=== DATA FOR PROCESSING ===
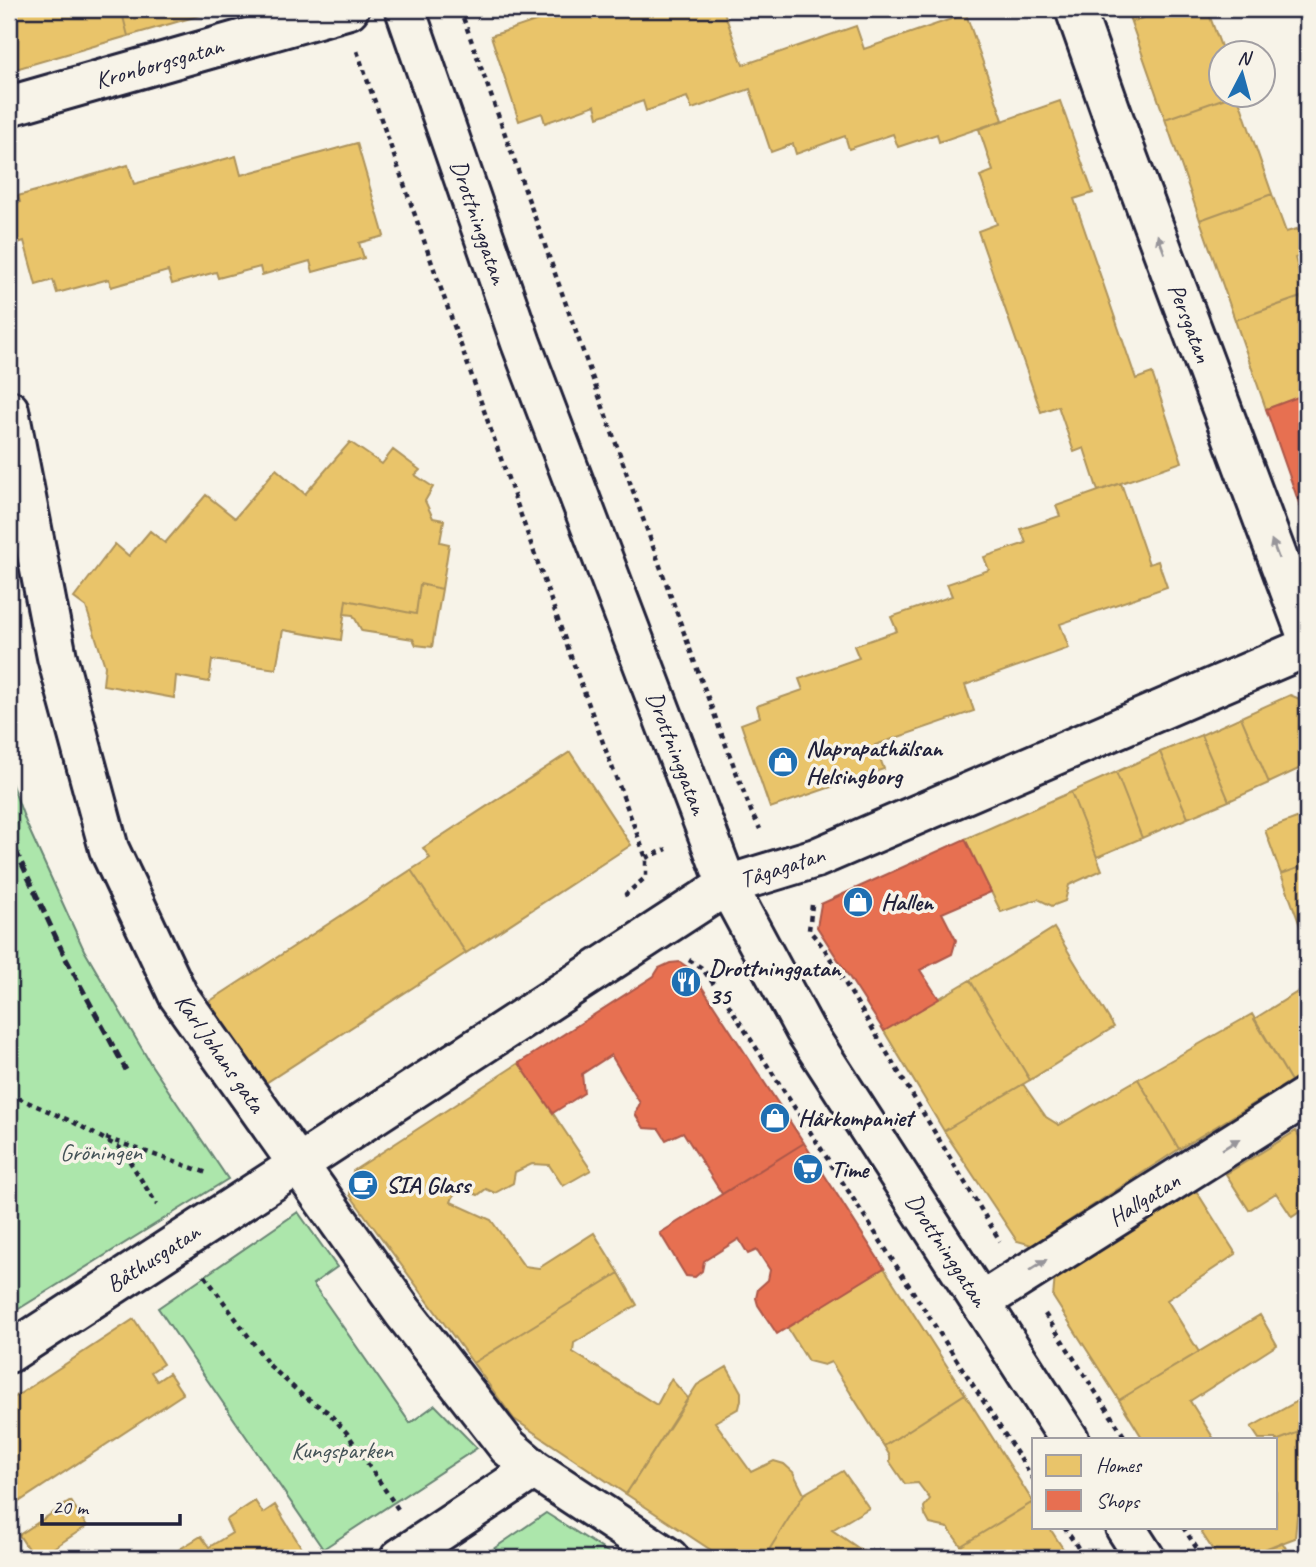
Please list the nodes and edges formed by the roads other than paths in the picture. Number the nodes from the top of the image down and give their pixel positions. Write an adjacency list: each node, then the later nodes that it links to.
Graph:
1 (405, 9): 8 (street, Drottninggatan)
2 (1075, 9): 6 (street, Persgatan, one-way to 2)
3 (346, 10): 4 (street, Kronborgsgatan)
4 (9, 106)
5 (9, 410): 10 (street, Karl Johans gata)
6 (1307, 636)
7 (1307, 647): 8 (street, Tågagatan)
8 (727, 885): 10 (street, Tågagatan); 11 (street, Drottninggatan)
9 (1307, 1096): 11 (street, Hallgatan, one-way to 9)
10 (298, 1165): 12 (street, Båthusgatan); 14 (street, Karl Johans gata)
11 (981, 1302): 13 (street, Drottninggatan)
12 (9, 1353)
13 (1068, 1438)
14 (534, 1469): 16 (street); 17 (street, Karl Johans gata)
15 (1126, 1528): 18 (street)
16 (411, 1551)
17 (669, 1558)
18 (1145, 1558)

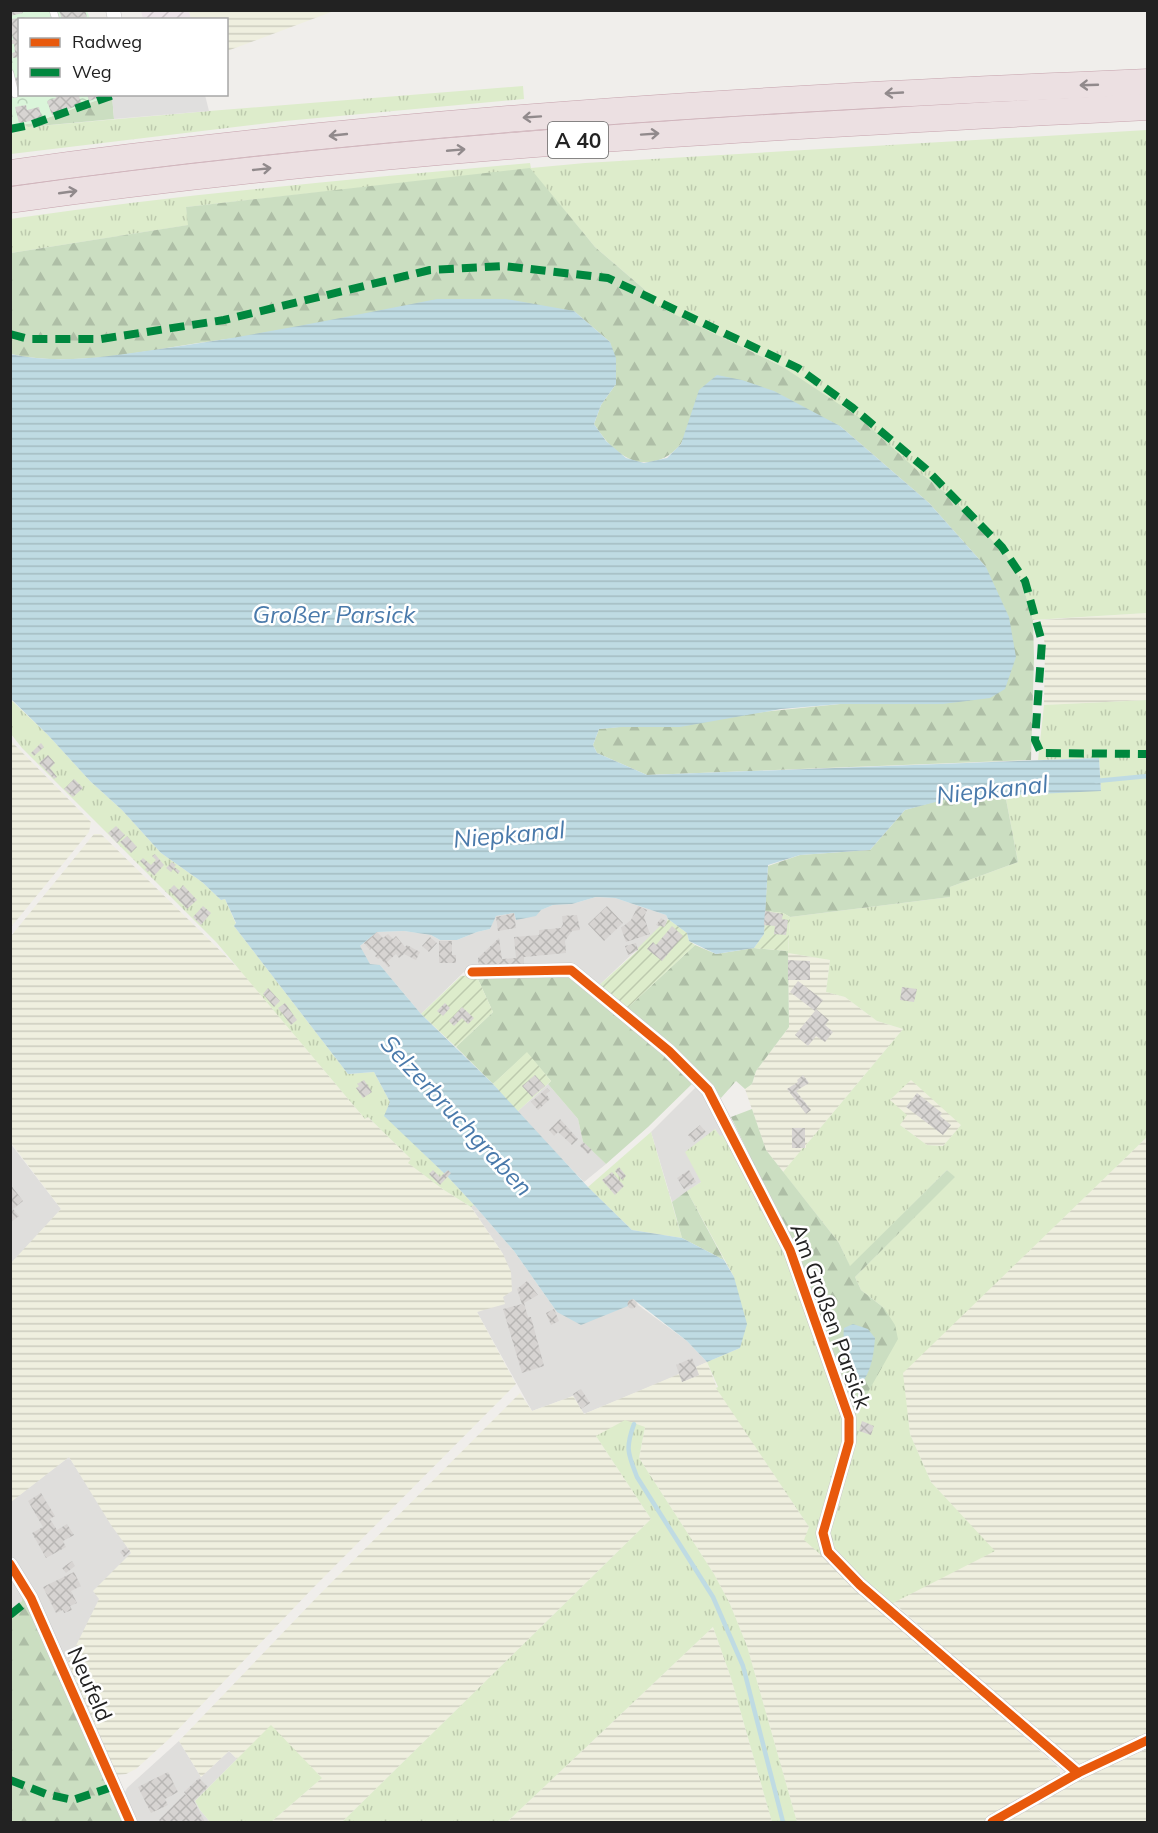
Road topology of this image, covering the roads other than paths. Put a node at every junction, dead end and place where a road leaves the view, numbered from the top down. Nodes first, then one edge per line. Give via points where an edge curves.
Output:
===
AIM OF THE TASK:
When you reproduce the material, keep every word exact and leave each picture out.

RESULT BELOW:
Please list the nodes and edges formed by the roads other than paths in the picture. Number the nodes from the top of the image down and give their pixel positions. Write an adjacency list: each node, then the later nodes that it links to.
Graph:
1 (405, 9): 8 (street, Drottninggatan)
2 (1075, 9): 6 (street, Persgatan, one-way to 2)
3 (346, 10): 4 (street, Kronborgsgatan)
4 (9, 106)
5 (9, 410): 10 (street, Karl Johans gata)
6 (1307, 636)
7 (1307, 647): 8 (street, Tågagatan)
8 (727, 885): 10 (street, Tågagatan); 11 (street, Drottninggatan)
9 (1307, 1096): 11 (street, Hallgatan, one-way to 9)
10 (298, 1165): 12 (street, Båthusgatan); 14 (street, Karl Johans gata)
11 (981, 1302): 13 (street, Drottninggatan)
12 (9, 1353)
13 (1068, 1438)
14 (534, 1469): 16 (street); 17 (street, Karl Johans gata)
15 (1126, 1528): 18 (street)
16 (411, 1551)
17 (669, 1558)
18 (1145, 1558)

Road topology of this image, covering the roads other than paths. Put a node at every junction, dead end and place where a road leaves the view, numbered from the top down. Nodes first, then one edge per line. Give via points where an edge curves.
Output:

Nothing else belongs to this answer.